Jean Chrétien thinks you're an idiot
The former PM claims he had no idea what was going on at residential schools when he was Indian Affairs Minister, despite overwhelming evidence to the contrary
Earlier this week, former prime minister Jean Chrétien told Radio-Canada that he was never told what occurred at residential schools when he was minister of Indian Affairs and Northern Development from 1968-1974 in Pierre Elliot Trudeau’s government.
“The problem was never mentioned when I was minister,” he claimed. “Never.”
As reported by the CBC, the ministry received at least four complaints of abuse at the notorious St. Anne’s Indian Residential School on the Fort Albany First Nation in northern Ontario— as well as two complaints from a school just 130 km north of Chrétien’s own hometown of Shawinigan, Que.
Chrétien’s claim is wildly implausible, since conditions in residential schools began to come under widespread critical scrutiny in the late 1960s, with the government taking over operations of many schools from the Catholic Church beginning in 1969.
"It's a terrible, terrible thing, when you get that old, you are still consumed in all those lies and there is no shame at all in what you've done to other people in the country," Mike Cachagee, a member of the Chapleau Cree First Nation who attended three residential schools in northern Ontario, told the CBC.
"It's sad. It just shows you that whole aspect of colonialism and how entrenched it is."
One letter, obtained by NDP MP Charlie Angus through an Access to Information request, was written directly to Chrétien from a teacher at St. Anne’s concerned about conditions there. It was dated Dec. 28, 1968.

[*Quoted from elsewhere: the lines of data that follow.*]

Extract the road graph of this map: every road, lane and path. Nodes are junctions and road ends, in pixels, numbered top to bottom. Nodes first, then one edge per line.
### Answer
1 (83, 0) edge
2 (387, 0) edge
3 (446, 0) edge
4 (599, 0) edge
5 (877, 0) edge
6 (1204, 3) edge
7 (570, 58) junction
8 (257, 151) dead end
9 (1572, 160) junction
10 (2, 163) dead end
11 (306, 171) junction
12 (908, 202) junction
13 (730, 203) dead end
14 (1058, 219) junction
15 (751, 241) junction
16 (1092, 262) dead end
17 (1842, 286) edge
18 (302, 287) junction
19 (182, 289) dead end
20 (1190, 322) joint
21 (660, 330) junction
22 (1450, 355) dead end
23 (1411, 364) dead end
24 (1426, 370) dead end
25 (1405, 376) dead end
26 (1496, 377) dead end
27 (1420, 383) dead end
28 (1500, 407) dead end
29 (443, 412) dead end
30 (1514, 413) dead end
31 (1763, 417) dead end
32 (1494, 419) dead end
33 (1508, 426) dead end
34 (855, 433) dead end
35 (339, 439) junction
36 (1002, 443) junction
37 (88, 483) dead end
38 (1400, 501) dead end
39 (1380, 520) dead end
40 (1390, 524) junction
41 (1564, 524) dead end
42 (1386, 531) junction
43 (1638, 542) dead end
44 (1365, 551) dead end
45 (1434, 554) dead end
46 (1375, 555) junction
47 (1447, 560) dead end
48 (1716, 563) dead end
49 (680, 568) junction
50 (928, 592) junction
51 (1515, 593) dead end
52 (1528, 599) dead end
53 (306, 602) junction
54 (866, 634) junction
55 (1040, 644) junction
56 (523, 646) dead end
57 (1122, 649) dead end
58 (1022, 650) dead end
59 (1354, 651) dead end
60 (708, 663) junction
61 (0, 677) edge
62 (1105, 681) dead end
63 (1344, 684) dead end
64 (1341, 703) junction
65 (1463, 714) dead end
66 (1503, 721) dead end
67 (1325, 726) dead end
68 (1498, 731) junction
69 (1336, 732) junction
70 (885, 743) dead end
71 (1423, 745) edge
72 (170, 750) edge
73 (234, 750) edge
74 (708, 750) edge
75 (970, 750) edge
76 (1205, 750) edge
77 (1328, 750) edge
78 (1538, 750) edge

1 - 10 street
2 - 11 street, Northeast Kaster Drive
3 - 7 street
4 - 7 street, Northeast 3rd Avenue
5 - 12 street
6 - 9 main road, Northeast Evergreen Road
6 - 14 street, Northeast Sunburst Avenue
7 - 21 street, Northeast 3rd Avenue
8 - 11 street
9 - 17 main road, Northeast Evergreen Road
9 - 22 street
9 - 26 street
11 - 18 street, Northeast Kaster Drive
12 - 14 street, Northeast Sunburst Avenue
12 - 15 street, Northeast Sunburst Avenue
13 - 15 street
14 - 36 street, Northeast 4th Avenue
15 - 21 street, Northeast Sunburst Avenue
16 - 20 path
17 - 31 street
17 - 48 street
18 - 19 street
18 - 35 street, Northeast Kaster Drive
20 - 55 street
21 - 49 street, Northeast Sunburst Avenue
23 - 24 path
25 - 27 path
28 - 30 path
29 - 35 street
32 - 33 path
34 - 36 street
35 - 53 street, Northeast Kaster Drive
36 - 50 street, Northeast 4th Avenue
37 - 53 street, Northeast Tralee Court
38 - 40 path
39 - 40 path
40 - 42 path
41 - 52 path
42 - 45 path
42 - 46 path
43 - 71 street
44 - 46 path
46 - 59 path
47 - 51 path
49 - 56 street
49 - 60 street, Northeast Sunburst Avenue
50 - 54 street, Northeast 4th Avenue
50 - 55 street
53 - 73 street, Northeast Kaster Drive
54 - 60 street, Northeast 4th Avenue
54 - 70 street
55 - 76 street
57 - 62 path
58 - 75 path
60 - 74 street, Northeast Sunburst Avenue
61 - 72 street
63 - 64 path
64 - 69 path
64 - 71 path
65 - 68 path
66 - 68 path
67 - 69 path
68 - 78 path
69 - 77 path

The CBC compiled several complaints the ministry received from Chrétien’s time as minister that are worth excerpting at length:
In 1971, federal officials received reports that a student claimed they had been "mistreated and discriminated against" by a teacher, and another student claimed they had been kicked by a staff member, according to an entry in the school narrative for the St. Anne's institution, which is posted on the website of the National Centre for Truth and Reconciliation (NCTR).
School narratives outline the basic history of an institution and are primarily based on federal government records. The narratives, compiled by Ottawa, were a key document used in residential school compensation cases.
That same year, a federal government employee reported that another St. Anne's teacher kept weapons and ammunition in class to scare students, according to the narrative. That same teacher faced allegations of beating one student and kicking another, the narrative said.
In 1973, a separate St, Anne's staff member was "reprimanded for offering alcohol to a minor" staying at the school residence and convincing her to drink it, according to the narrative.
The next year, the school principal wrote the Indian agent in Moose Factory, Ont., that the parents and an unnamed First Nation band chief planned to press charges against another teacher at St. Anne's for kicking a child in the face during a physical education class….
At the Anglican-run La Tuque residential school, which sat just north of Chrétien's hometown, the federal government launched an inquiry in 1971 into allegations that a former employee "mistreated children, including cutting students' hair as punishment for disobedience," according to the institution's narrative, posted by the NCTR.
A year earlier, an employee was suspended and "discharged" from the institution after four former students went to local police in La Tuque, Que., with allegations they were sexually abused, according to the narrative, which cites several government records.
The narrative does not recount what happened with the complaints.
In 1973, federal officials received reports that a grandparent of two students attending Catholic-run Lebret residential school in Saskatchewan claimed that a supervisor "broke a girl's arm and then laughed" and that two to three supervisors "were cruel towards pupils," according to the narrative.
In a separate but nevertheless stunning bit of historical revisionism and insensitivity, Chrétien compared his experience as a teenager in boarding school to children being kidnapped from their families and forced to attend residential schools.
“I ate baked beans and oatmeal. And to be sure, it was hard living in a boarding school, extremely hard. Here in Quebec, we had to [in order to get into university],” he said in a Radio-Canada interview.
Historian David Webster posted excerpts from Lawrence Martin’s 1995 biography of Chrétien on Twitter, in which Chrétien argues that Indigenous peoples should be treated no differently than francophone Canadians, ridiculing the notion of cultural genocide.
“[T]hey didn’t want to be equal. They wanted to have special status,” Chrétien said of Indigenous peoples. “We don’t have reserves for francophones. We don’t have a department of francophones … A francophone under the law has the same rights as others.”
There’s no denying Chrétien knew what was going on at residential schools when he was in a position to put a stop to it. The question is why he would be so brazenly deluded about it.